**** PROVIDED RECORDS

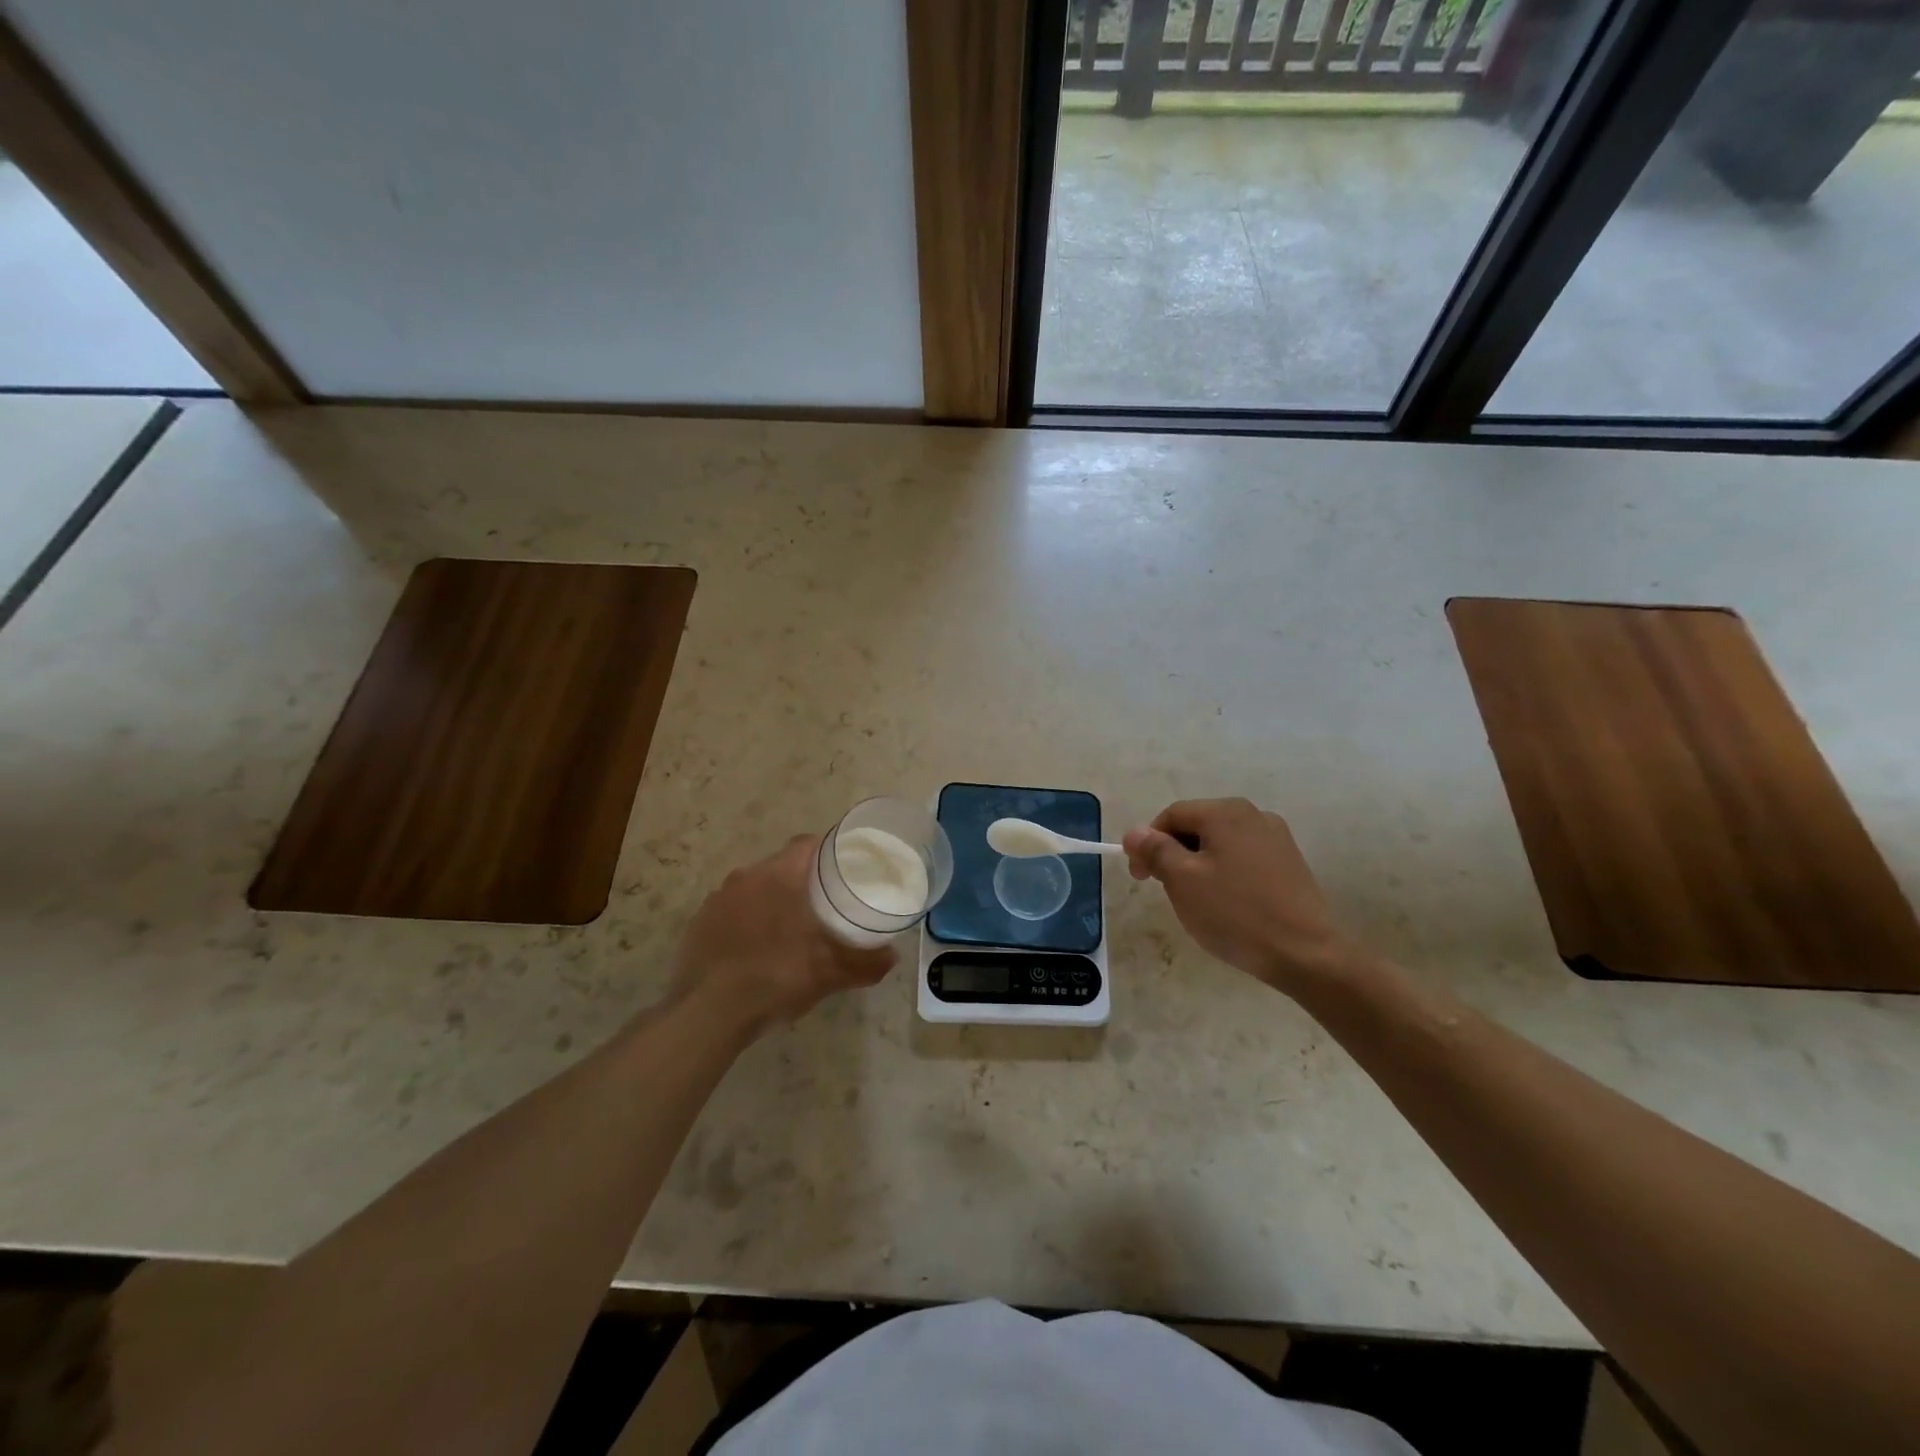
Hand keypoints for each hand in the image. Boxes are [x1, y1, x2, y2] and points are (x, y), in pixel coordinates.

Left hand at [668, 835, 896, 1039]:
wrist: (709, 1013)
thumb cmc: (776, 978)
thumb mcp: (830, 973)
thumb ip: (866, 962)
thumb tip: (893, 957)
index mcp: (779, 876)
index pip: (806, 844)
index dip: (826, 851)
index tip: (842, 869)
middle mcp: (746, 877)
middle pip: (781, 865)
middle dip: (801, 880)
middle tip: (822, 904)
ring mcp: (717, 899)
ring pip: (754, 887)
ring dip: (771, 900)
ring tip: (788, 927)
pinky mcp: (699, 923)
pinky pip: (730, 910)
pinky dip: (745, 920)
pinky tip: (754, 948)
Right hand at [1123, 798, 1360, 992]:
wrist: (1306, 954)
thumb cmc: (1236, 913)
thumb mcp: (1183, 881)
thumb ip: (1156, 850)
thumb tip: (1135, 832)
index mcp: (1225, 812)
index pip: (1171, 816)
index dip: (1148, 843)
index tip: (1140, 878)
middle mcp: (1253, 815)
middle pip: (1197, 826)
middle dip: (1174, 854)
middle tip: (1165, 891)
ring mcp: (1276, 838)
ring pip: (1220, 843)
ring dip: (1199, 865)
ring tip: (1197, 901)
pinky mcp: (1290, 863)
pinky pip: (1243, 858)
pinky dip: (1226, 873)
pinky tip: (1228, 904)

********

Write out only the lines that run from the line containing "index dip: (826, 851)" through the line containing "thumb cmc: (1236, 913)", both included, exactly as they appear above.

index dip: (826, 851)
index tip: (842, 869)
middle mcp: (746, 877)
middle pip: (781, 865)
middle dip: (801, 880)
middle tip: (822, 904)
ring mcp: (717, 899)
ring pip: (754, 887)
ring dip: (771, 900)
ring tip: (788, 927)
pinky mcp: (699, 923)
pinky pip: (730, 910)
pinky dip: (745, 920)
pinky tip: (754, 948)
Right hand at [1123, 798, 1360, 992]:
wrist: (1306, 954)
thumb cmc: (1236, 913)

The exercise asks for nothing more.